The number of triple C-rated loans that CLOs can purchase has also been limited. This is one of the lowest ratings of credit rating the major agencies can give.

Some CLOs are also more concerned with the low-rated loans they hold due to the rise in interest rates.

The US Federal Reserve kept its benchmark interest rate, or fed funds rate, between 5 and 5,25 per cent last week, but chairman Jay Powell indicated that further increases were coming.

A slowing economy and higher interest rates will also affect corporate profits. Rating agencies have projected an increase in corporate defaults. Managers of CLOs are hesitant to purchase especially risky loans.

John McClain is a Portfolio Manager at Brandywine. He said that the impact of rising interest rates can be felt right now.

The failures of Silicon Valley Bank and Signature Bank, both in March, have had knock-on effects.

Gupta stated that after the stress tests last year, large banks, who are traditionally major buyers of CLOs had “really begun to step away” from this market.

He said that banks are now “a little more conservative” in how they allocate their [securities] to portfolios because of the higher capital charges. Some investors said the market’s problems would lead to increased borrowing costs until demand for new CLOs picked up.

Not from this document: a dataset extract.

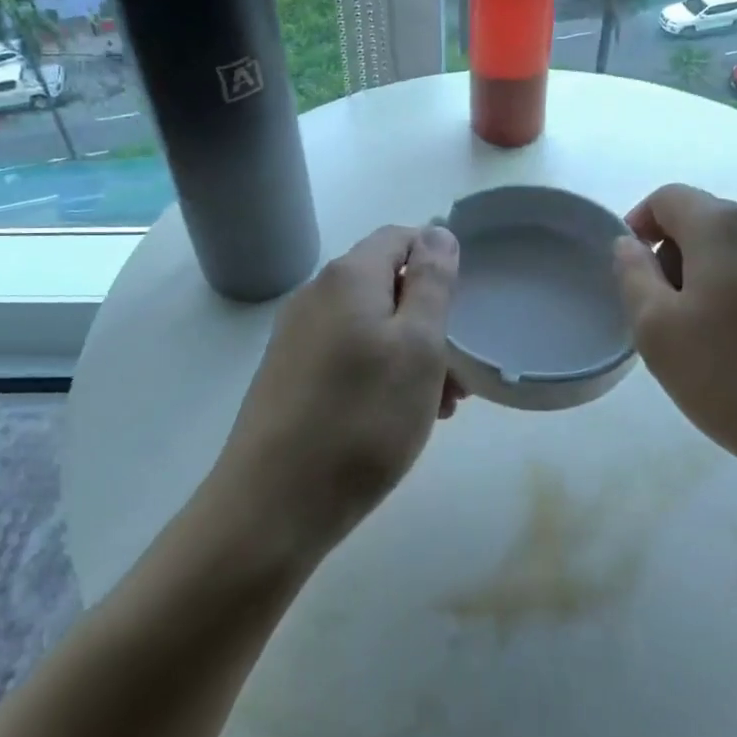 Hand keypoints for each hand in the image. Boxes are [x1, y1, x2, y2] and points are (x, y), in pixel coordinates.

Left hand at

Some companies have opted to sell fixed-rate debt as high-yielding bonds, or take out loans with shorter maturities instead of tapping the CLO markets.

Heartland partially repaid a loan that was due to mature in April of 2025, after raising funds on the bond market. It also received new capital from the Ontario Teachers’ Pension Plan and asset manager KKR. In exchange for the extension of the maturity date, Heartland had to raise the interest rate up to 1.25 percentage points.

Heartland Energy, PG&E, and Internet Brands have not responded to our requests for comment.